* Your goal *
Could you filter the listing for lines with the word "lane" and return them?

* Records for this exercise *
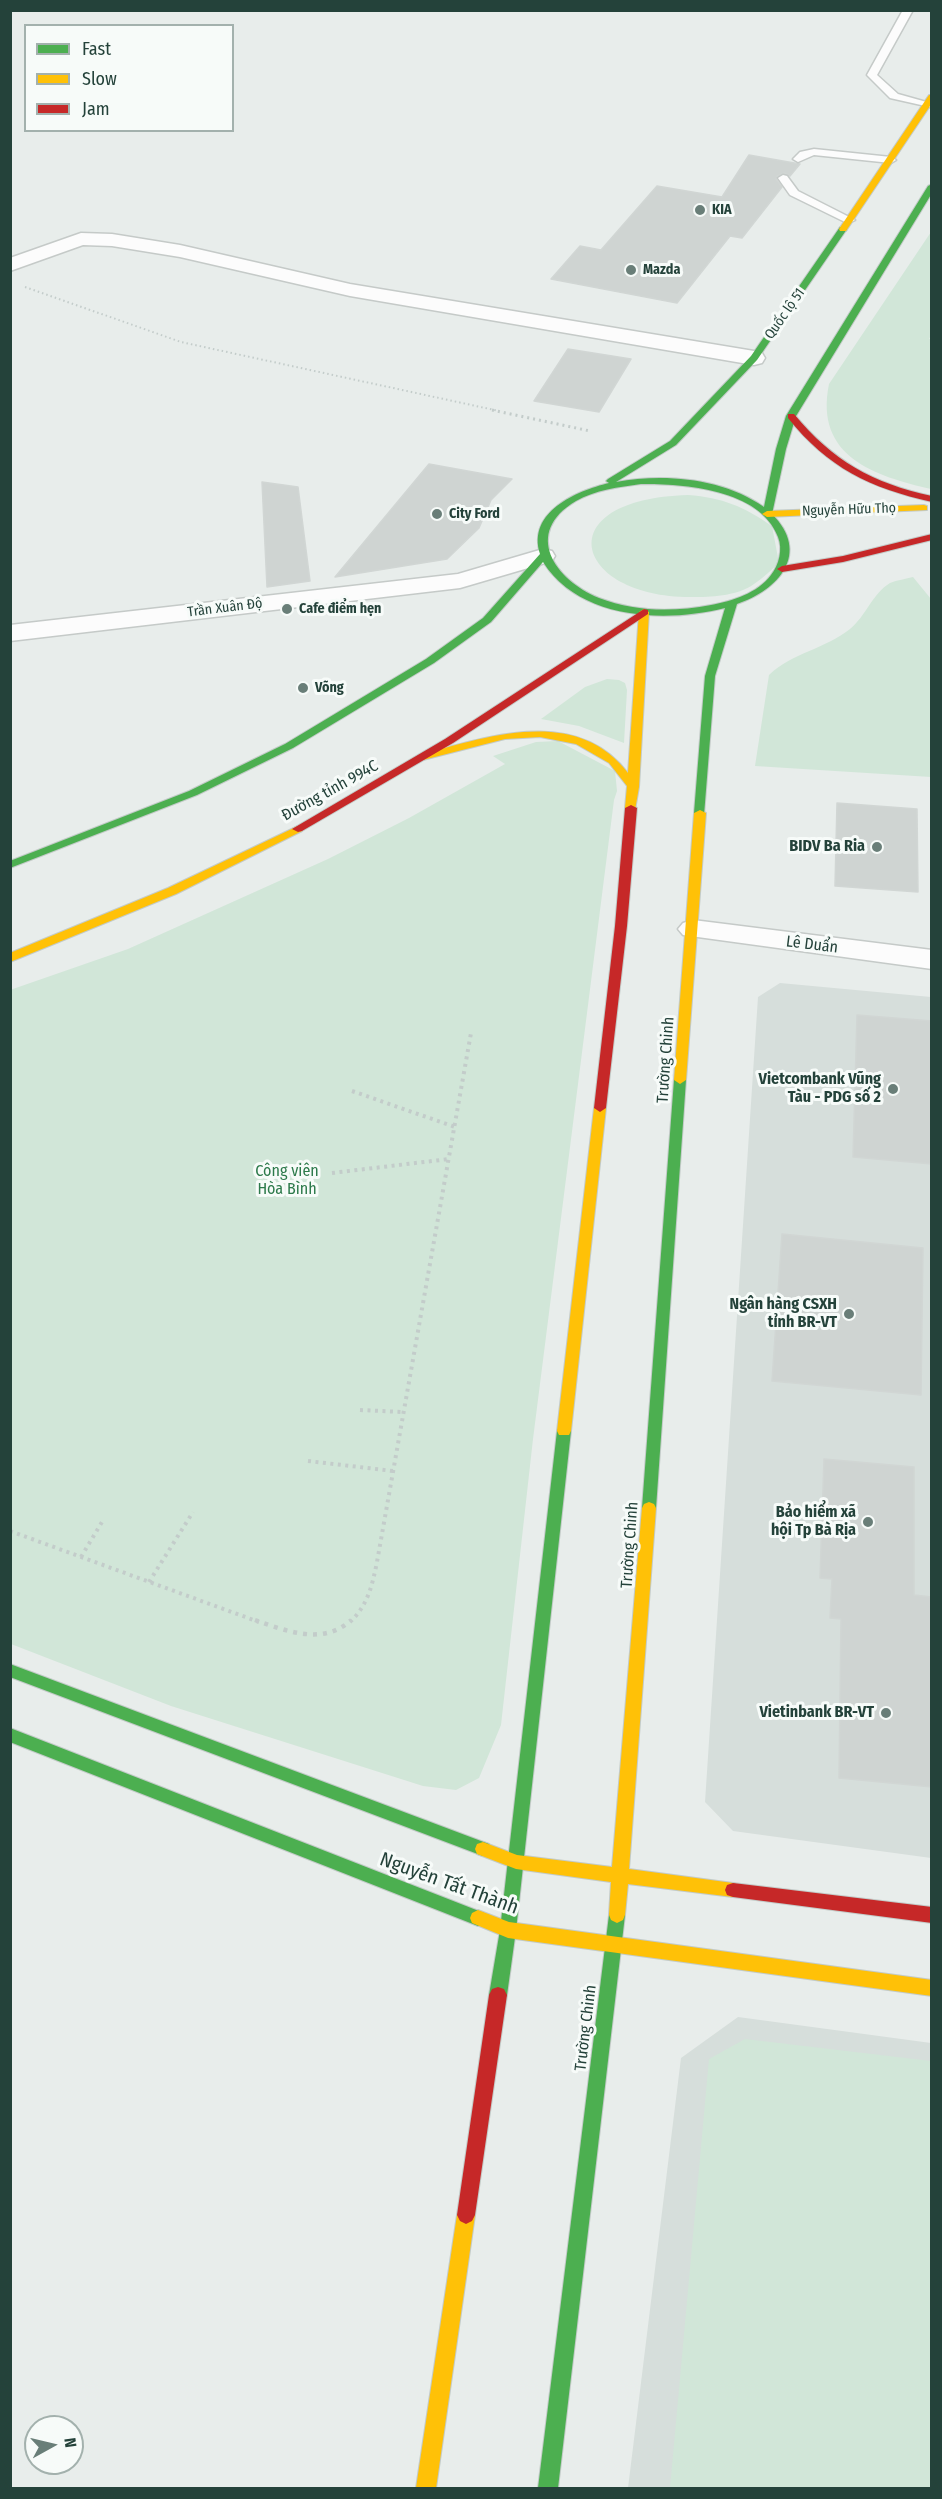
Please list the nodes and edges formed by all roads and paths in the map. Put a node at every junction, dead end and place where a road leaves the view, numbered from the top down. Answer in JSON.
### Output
{"nodes":[{"id":1,"x":908,"y":10,"type":"edge"},
{"id":2,"x":930,"y":102,"type":"edge"},
{"id":3,"x":798,"y":159,"type":"dead end"},
{"id":4,"x":891,"y":160,"type":"junction"},
{"id":5,"x":783,"y":178,"type":"dead end"},
{"id":6,"x":932,"y":186,"type":"edge"},
{"id":7,"x":849,"y":220,"type":"junction"},
{"id":8,"x":10,"y":265,"type":"edge"},
{"id":9,"x":21,"y":285,"type":"dead end"},
{"id":10,"x":754,"y":358,"type":"junction"},
{"id":11,"x":791,"y":416,"type":"junction"},
{"id":12,"x":590,"y":431,"type":"dead end"},
{"id":13,"x":596,"y":490,"type":"junction"},
{"id":14,"x":932,"y":499,"type":"edge"},
{"id":15,"x":932,"y":507,"type":"edge"},
{"id":16,"x":767,"y":514,"type":"junction"},
{"id":17,"x":932,"y":537,"type":"edge"},
{"id":18,"x":543,"y":556,"type":"junction"},
{"id":19,"x":782,"y":569,"type":"junction"},
{"id":20,"x":732,"y":603,"type":"junction"},
{"id":21,"x":644,"y":612,"type":"junction"},
{"id":22,"x":10,"y":633,"type":"edge"},
{"id":23,"x":423,"y":757,"type":"junction"},
{"id":24,"x":633,"y":786,"type":"junction"},
{"id":25,"x":10,"y":865,"type":"edge"},
{"id":26,"x":693,"y":929,"type":"junction"},
{"id":27,"x":10,"y":958,"type":"edge"},
{"id":28,"x":932,"y":960,"type":"edge"},
{"id":29,"x":471,"y":1033,"type":"dead end"},
{"id":30,"x":352,"y":1091,"type":"dead end"},
{"id":31,"x":455,"y":1127,"type":"junction"},
{"id":32,"x":449,"y":1159,"type":"junction"},
{"id":33,"x":332,"y":1173,"type":"dead end"},
{"id":34,"x":360,"y":1410,"type":"dead end"},
{"id":35,"x":403,"y":1412,"type":"junction"},
{"id":36,"x":308,"y":1461,"type":"dead end"},
{"id":37,"x":393,"y":1471,"type":"junction"},
{"id":38,"x":193,"y":1512,"type":"dead end"},
{"id":39,"x":102,"y":1522,"type":"dead end"},
{"id":40,"x":10,"y":1531,"type":"edge"},
{"id":41,"x":81,"y":1557,"type":"junction"},
{"id":42,"x":149,"y":1582,"type":"junction"},
{"id":43,"x":10,"y":1670,"type":"edge"},
{"id":44,"x":10,"y":1735,"type":"edge"},
{"id":45,"x":516,"y":1862,"type":"junction"},
{"id":46,"x":622,"y":1876,"type":"junction"},
{"id":47,"x":932,"y":1915,"type":"edge"},
{"id":48,"x":508,"y":1929,"type":"junction"},
{"id":49,"x":612,"y":1944,"type":"junction"},
{"id":50,"x":932,"y":1988,"type":"edge"},
{"id":51,"x":426,"y":2488,"type":"edge"},
{"id":52,"x":548,"y":2488,"type":"edge"}],
"edges":[{"from":1,"to":2,"type":"lane"},
{"from":2,"to":4,"type":"main road","name":"Quốc lộ 51"},
{"from":3,"to":4,"type":"lane"},
{"from":4,"to":7,"type":"main road","name":"Quốc lộ 51"},
{"from":5,"to":7,"type":"lane"},
{"from":6,"to":11,"type":"main road"},
{"from":7,"to":10,"type":"main road","name":"Quốc lộ 51"},
{"from":8,"to":10,"type":"street"},
{"from":9,"to":12,"type":"path"},
{"from":10,"to":13,"type":"main road","name":"Quốc lộ 51"},
{"from":11,"to":14,"type":"main road"},
{"from":11,"to":16,"type":"main road"},
{"from":13,"to":16,"type":"main road"},
{"from":13,"to":18,"type":"main road"},
{"from":15,"to":16,"type":"main road","name":"Nguyễn Hữu Thọ"},
{"from":16,"to":19,"type":"main road"},
{"from":17,"to":19,"type":"main road"},
{"from":18,"to":21,"type":"main road"},
{"from":18,"to":22,"type":"street","name":"Trần Xuân Độ"},
{"from":18,"to":25,"type":"main road"},
{"from":19,"to":20,"type":"main road"},
{"from":20,"to":21,"type":"main road"},
{"from":20,"to":26,"type":"main road","name":"Trường Chinh"},
{"from":21,"to":23,"type":"main road","name":"Đường tỉnh 994C"},
{"from":21,"to":24,"type":"main road"},
{"from":23,"to":24,"type":"main road"},
{"from":23,"to":27,"type":"main road","name":"Đường tỉnh 994C"},
{"from":24,"to":45,"type":"main road"},
{"from":26,"to":28,"type":"street","name":"Lê Duẩn"},
{"from":26,"to":46,"type":"main road","name":"Trường Chinh"},
{"from":29,"to":31,"type":"path"},
{"from":30,"to":31,"type":"path"},
{"from":31,"to":32,"type":"path"},
{"from":32,"to":33,"type":"path"},
{"from":32,"to":35,"type":"path"},
{"from":34,"to":35,"type":"path"},
{"from":35,"to":37,"type":"path"},
{"from":36,"to":37,"type":"path"},
{"from":37,"to":42,"type":"path"},
{"from":38,"to":42,"type":"path"},
{"from":39,"to":41,"type":"path"},
{"from":40,"to":41,"type":"path"},
{"from":41,"to":42,"type":"path"},
{"from":43,"to":45,"type":"main road"},
{"from":44,"to":48,"type":"main road","name":"Nguyễn Tất Thành"},
{"from":45,"to":46,"type":"main road"},
{"from":45,"to":48,"type":"main road"},
{"from":46,"to":47,"type":"main road"},
{"from":46,"to":49,"type":"main road","name":"Trường Chinh"},
{"from":48,"to":49,"type":"main road","name":"Nguyễn Tất Thành"},
{"from":48,"to":51,"type":"main road"},
{"from":49,"to":50,"type":"main road","name":"Nguyễn Tất Thành"},
{"from":49,"to":52,"type":"main road","name":"Trường Chinh"}]}
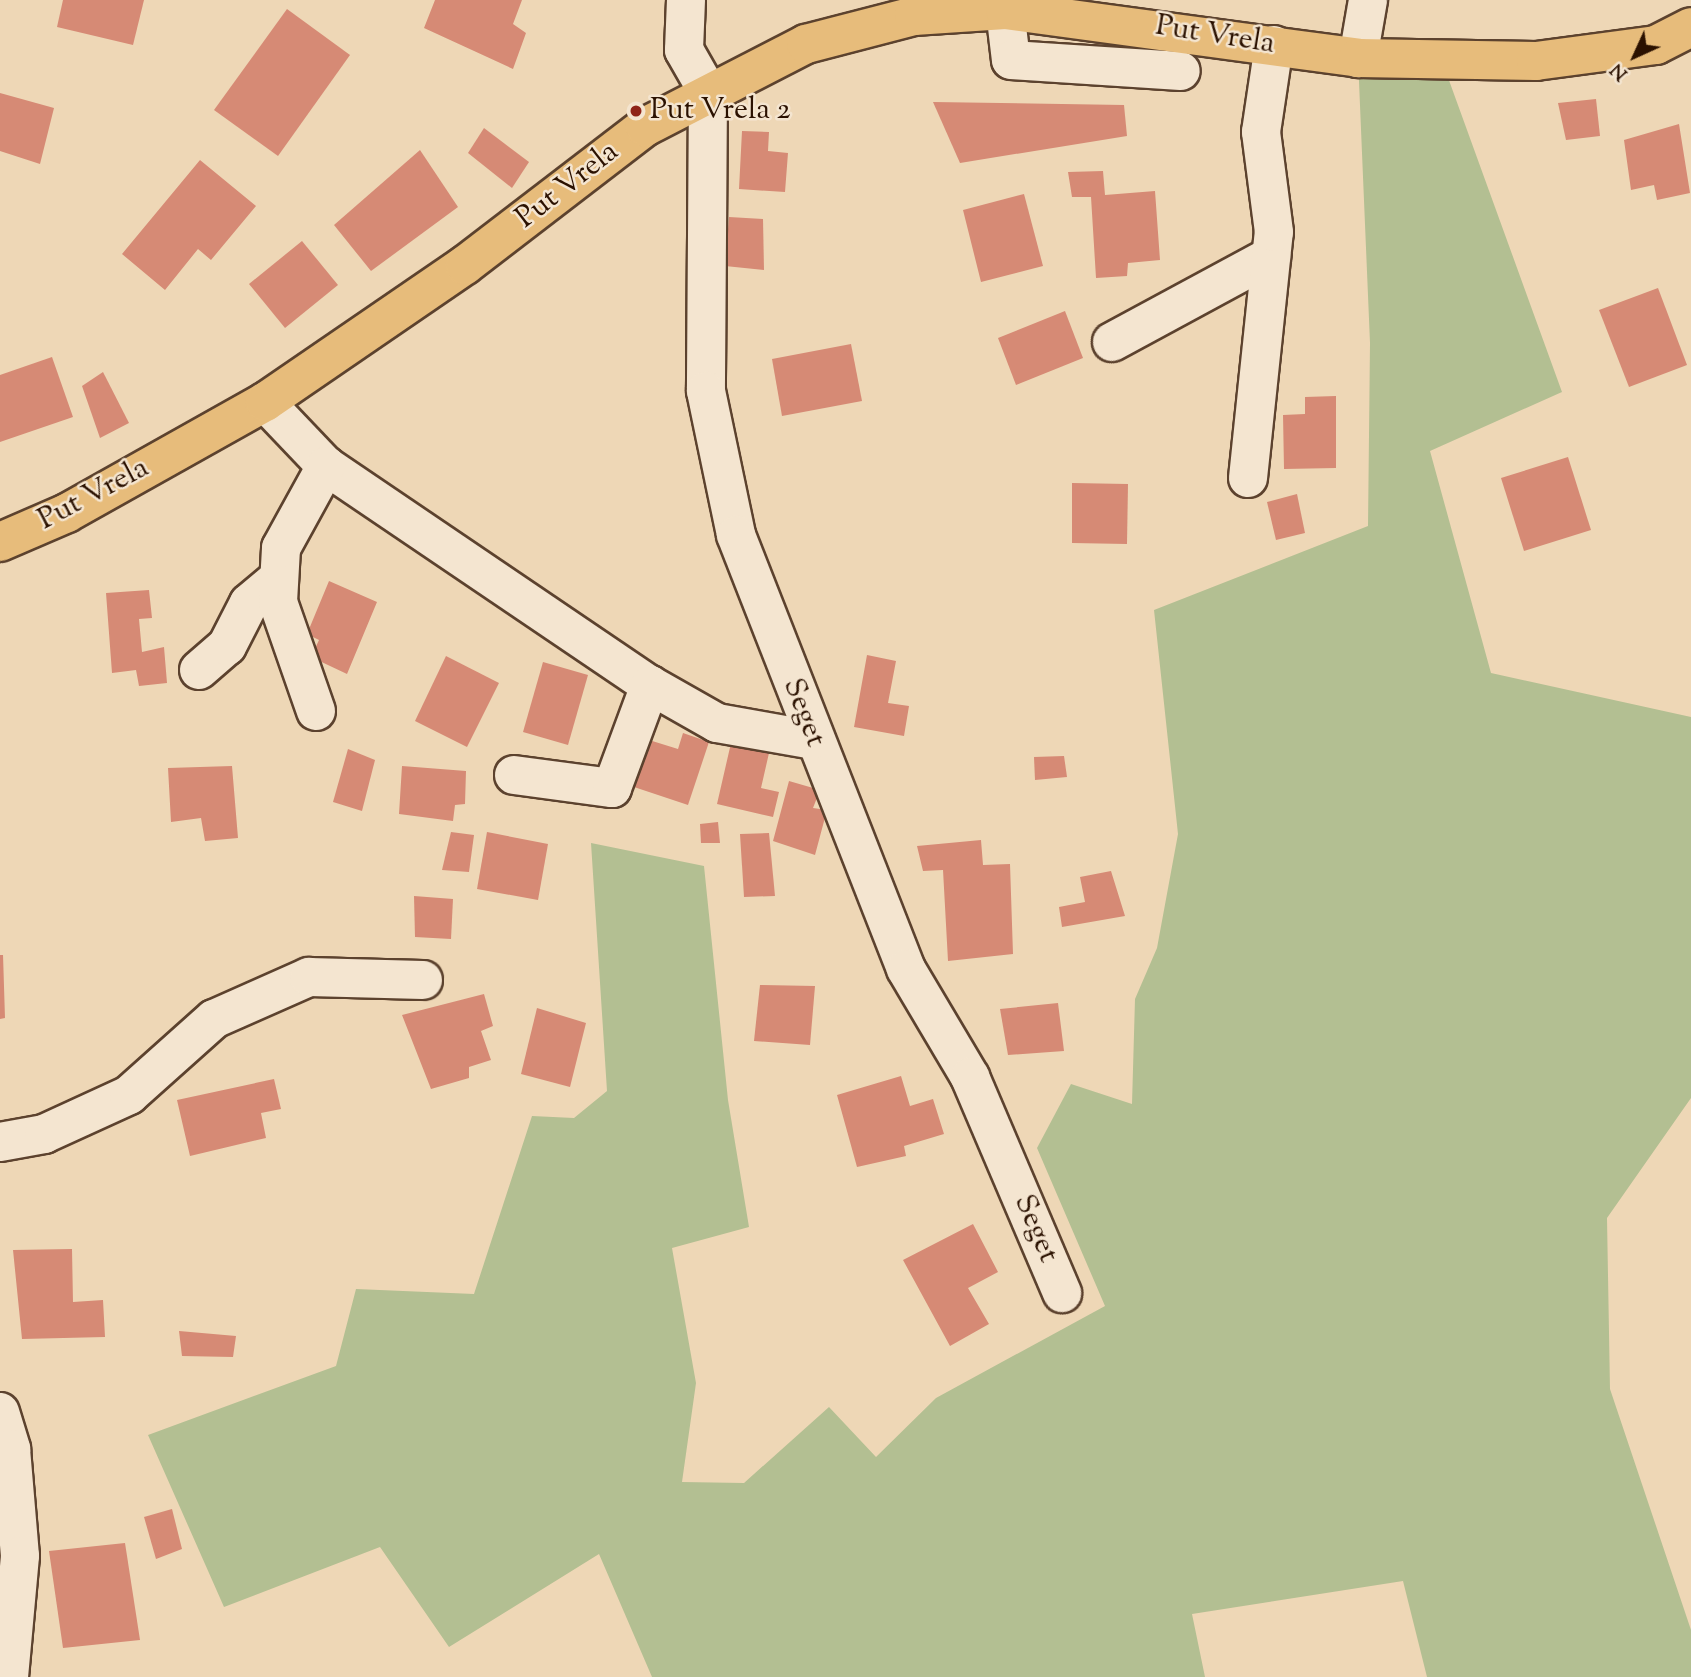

* Problem solution *
"edges":[{"from":1,"to":2,"type":"lane"},
{"from":3,"to":4,"type":"lane"},
{"from":5,"to":7,"type":"lane"},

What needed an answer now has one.